| Data section |
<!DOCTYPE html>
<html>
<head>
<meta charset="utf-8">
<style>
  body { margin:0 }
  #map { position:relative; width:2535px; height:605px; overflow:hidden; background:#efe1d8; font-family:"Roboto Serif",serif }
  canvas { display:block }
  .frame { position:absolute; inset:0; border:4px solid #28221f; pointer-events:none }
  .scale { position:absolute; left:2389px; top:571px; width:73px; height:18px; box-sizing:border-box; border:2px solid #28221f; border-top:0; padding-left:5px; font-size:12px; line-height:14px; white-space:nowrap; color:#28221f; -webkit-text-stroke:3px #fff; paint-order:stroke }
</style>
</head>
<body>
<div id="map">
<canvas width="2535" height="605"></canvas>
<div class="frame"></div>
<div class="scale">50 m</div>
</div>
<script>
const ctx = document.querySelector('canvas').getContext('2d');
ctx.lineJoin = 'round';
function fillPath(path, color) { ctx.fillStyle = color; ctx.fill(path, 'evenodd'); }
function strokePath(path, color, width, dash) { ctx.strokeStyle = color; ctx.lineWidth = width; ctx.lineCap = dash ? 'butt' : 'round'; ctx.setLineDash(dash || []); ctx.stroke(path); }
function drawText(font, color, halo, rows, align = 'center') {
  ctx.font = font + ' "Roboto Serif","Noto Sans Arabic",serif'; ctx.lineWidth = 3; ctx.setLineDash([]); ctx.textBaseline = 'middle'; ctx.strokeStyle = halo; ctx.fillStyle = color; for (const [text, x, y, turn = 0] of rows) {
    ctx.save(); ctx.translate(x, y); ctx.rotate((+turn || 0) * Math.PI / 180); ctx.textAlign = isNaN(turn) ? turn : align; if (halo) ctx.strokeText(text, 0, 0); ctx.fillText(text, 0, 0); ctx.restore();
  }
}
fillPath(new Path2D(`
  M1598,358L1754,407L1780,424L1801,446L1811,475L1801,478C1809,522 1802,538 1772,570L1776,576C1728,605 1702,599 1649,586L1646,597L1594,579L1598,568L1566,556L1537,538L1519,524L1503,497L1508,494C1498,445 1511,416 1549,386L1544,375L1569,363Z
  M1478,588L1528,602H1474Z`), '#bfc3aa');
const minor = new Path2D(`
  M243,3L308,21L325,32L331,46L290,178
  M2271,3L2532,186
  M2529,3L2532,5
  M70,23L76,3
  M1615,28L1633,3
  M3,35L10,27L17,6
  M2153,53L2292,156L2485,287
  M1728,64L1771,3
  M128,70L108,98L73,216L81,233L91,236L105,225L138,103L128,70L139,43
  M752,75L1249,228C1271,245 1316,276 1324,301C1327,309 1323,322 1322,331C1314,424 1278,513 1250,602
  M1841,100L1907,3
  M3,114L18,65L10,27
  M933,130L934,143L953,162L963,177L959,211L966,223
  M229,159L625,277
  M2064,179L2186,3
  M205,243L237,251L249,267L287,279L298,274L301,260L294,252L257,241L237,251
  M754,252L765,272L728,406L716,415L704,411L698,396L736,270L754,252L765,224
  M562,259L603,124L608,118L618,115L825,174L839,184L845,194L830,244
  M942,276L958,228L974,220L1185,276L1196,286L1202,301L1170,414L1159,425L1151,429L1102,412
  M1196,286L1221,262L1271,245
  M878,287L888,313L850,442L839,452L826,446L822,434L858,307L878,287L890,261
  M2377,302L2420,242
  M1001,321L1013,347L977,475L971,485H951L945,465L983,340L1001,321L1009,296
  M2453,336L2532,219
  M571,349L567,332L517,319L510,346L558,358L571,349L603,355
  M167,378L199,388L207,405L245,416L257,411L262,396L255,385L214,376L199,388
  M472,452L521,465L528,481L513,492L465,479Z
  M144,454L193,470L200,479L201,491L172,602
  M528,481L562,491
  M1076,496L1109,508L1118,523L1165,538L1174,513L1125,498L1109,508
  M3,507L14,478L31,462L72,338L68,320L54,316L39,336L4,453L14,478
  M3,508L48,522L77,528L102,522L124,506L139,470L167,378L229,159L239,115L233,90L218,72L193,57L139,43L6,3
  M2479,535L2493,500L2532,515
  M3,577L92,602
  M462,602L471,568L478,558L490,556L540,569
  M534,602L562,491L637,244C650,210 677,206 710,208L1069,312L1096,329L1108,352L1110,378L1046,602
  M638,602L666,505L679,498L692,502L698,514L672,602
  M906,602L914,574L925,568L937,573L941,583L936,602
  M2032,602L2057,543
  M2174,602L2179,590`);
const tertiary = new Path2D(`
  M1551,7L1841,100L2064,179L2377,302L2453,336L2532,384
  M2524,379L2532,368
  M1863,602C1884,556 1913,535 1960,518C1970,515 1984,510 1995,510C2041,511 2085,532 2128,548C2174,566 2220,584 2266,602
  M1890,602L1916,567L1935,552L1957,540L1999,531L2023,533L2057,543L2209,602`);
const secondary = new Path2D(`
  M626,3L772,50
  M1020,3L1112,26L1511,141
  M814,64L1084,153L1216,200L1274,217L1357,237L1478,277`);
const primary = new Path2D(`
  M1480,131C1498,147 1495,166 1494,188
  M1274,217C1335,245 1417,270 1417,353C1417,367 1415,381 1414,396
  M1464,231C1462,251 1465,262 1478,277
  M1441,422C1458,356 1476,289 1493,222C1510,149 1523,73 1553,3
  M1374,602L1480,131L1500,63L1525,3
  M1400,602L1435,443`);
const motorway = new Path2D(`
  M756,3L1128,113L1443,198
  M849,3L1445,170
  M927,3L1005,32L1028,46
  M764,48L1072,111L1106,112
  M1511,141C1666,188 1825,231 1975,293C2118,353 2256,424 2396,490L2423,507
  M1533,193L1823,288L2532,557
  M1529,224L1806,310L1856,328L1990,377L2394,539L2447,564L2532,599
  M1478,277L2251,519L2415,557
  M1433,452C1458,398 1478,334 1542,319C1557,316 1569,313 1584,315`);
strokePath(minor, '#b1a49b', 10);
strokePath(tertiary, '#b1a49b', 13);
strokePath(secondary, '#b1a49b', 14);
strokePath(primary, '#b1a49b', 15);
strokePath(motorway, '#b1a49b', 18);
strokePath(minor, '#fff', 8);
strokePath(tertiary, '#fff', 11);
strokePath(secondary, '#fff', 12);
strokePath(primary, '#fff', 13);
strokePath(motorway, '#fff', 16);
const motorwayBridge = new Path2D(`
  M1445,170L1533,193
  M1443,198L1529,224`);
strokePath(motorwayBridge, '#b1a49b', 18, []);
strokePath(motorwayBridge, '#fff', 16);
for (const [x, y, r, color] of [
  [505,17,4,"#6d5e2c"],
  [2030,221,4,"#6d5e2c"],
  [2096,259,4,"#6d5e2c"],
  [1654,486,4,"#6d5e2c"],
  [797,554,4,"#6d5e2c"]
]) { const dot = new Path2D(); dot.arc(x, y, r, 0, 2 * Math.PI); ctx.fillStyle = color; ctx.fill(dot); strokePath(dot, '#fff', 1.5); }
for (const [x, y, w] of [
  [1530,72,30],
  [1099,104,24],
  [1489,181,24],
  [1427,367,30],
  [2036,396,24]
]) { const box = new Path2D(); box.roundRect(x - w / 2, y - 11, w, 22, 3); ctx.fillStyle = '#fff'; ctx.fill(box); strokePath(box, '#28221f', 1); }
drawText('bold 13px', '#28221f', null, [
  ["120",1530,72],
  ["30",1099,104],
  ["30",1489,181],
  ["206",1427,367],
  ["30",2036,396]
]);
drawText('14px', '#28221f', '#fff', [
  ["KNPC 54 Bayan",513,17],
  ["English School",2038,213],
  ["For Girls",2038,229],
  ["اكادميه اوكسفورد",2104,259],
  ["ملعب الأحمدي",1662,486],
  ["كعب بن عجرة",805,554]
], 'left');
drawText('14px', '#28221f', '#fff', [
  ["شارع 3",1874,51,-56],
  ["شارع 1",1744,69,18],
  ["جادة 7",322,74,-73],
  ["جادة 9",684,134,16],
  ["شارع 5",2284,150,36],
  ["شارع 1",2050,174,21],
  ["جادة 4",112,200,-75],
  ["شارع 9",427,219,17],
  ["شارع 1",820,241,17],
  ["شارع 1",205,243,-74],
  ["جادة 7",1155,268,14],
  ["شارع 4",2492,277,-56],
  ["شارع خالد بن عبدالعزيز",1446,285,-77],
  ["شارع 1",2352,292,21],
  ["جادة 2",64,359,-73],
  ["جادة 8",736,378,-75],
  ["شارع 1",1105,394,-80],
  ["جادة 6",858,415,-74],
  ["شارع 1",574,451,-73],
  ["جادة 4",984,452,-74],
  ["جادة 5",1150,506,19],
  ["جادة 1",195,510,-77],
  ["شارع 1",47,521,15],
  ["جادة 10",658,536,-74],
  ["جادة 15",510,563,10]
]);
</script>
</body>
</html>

| Problem to solve |
Using the listing above, state the count of lines that include "setLineDash" and nothing else.

| Task result |
2